Author contributions
J.H. contributed to the study conception and design, data analysis, and discussion and drafted the manuscript at all stages. E.B. contributed to the study conception, background, data analysis, model, discussion, and conclusion.
Conflict of interest
The author(s) declared no potential conflicts of interest with respect to the research, authorship, and/or publication of this article.
Ethical approval
This study is conducted according to the guidelines outlined by The Finnish National Advisory Board on Research Ethics (2012). One of the researchers personally contacted (through e-mail) the nurses who were chosen for participation in this study. The nurses were provided information about the study purpose, confidentiality, withdrawal of consent, and intent to publish, in both oral and written form.

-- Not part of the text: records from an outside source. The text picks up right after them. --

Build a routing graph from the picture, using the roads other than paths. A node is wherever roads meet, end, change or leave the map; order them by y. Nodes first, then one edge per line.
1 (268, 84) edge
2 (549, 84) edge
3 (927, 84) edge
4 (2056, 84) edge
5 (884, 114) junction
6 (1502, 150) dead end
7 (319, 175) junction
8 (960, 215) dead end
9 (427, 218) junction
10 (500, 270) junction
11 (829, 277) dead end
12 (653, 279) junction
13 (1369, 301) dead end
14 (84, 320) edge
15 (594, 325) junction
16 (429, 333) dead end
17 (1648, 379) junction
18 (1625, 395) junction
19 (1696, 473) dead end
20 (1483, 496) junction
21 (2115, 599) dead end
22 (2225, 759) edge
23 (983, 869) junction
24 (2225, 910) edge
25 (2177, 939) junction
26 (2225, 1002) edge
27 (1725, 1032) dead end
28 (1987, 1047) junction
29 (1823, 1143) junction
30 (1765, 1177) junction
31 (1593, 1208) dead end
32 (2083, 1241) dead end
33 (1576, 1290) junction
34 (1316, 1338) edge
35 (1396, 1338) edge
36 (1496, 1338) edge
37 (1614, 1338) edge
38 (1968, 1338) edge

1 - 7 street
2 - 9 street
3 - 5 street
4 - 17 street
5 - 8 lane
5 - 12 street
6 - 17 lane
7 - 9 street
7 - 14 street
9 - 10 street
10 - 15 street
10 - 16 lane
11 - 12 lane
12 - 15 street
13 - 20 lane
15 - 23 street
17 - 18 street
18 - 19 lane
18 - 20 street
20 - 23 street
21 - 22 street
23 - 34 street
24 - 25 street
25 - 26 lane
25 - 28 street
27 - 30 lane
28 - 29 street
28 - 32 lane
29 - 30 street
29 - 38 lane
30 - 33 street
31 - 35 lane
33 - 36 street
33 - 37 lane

The researchers sought informed consent from the respondents regarding study participation and storage and handling of the data for research purposes. Moreover, the organizations where the participants worked approved the study. Moreover, ethical permission to conduct the study was given by the organizations where the participants worked.
Funding
The author(s) received no financial support for the research, authorship, and/or publication of this article.